Philip Hammond (left) and Arun Jaitley will discuus UK-India trade deals.


Brexit will likely lead to a “far higher level of engagement” with Britain, India’s finance minister said today during a visit by his British counterpart aimed at boosting trade.

Arun Jaitley and British finance minister Philip Hammond discussed various aspects of the bilateral relationship including a possible post-Brexit trade deal, a partnership in financial and technology sectors and funding for Indian infrastructure projects.

Britain has made clear its desire to boost trade with India, the world’s fastest-growing major economy.

“Ever since the Brexit referendum took place, it has been clear to us through our communication with the government of the United Kingdom that post-Brexit, (it) will look for more trade, more open trade and more trade arrangements with India,” Jaitley told a joint press conference.

“Obviously these can be formally discussed and formalised after Brexit takes place. But it probably is going to imply a far wider and far higher level of engagement between the two countries.”

The British government last month formally gave notice of its intention to leave the European Union, triggering two years of exit negotiations.

While the benefits to Britain of a trade deal with India are evident, sealing one will be no easy task. The country has been negotiating a free trade agreement with the EU as a whole for the best part of a decade.

Despite their historical ties dating back to the colonial era, trade between Britain and India in 2015 was relatively low at $14 billion — smaller than the volume between India and Germany.

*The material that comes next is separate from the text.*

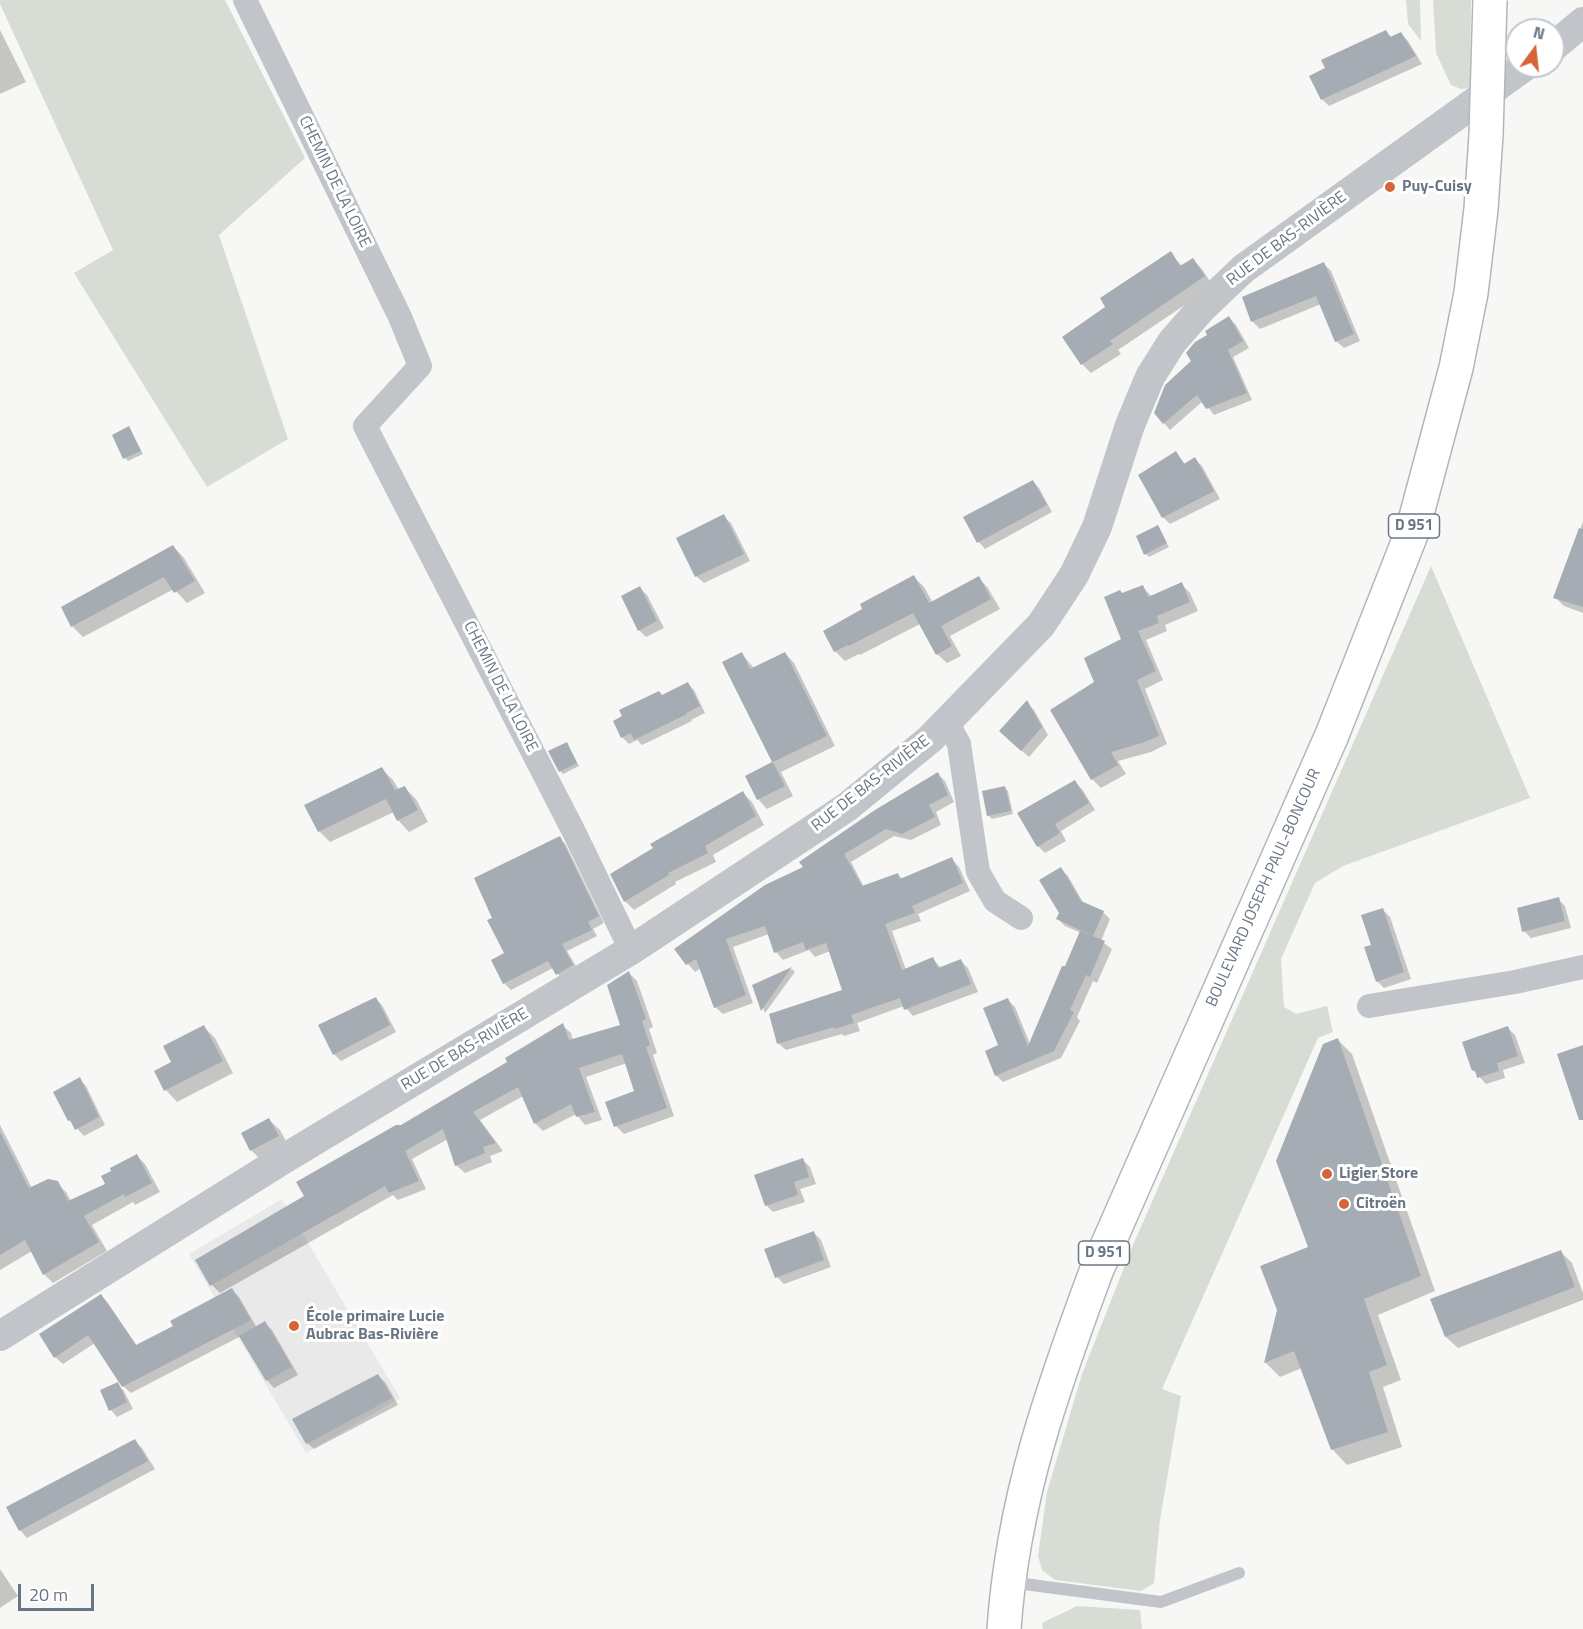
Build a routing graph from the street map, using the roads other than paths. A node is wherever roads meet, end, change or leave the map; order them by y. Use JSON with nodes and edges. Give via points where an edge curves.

But after taking office last July British Prime Minister Theresa May’s first bilateral visit outside Europe was to India.

Hammond insisted that Brexit did not mean his country wanted less trade with the EU.

“I don’t think there is anybody in the UK that voted to leave the European Union because they wanted to do less trade with the 27 other member states in the EU,” he said.

“So we’ve made that decision that we will not be part of the structure of the EU, but we’ve also made very clear that we want to negotiate the maximum possible open trade relationships with the EU.”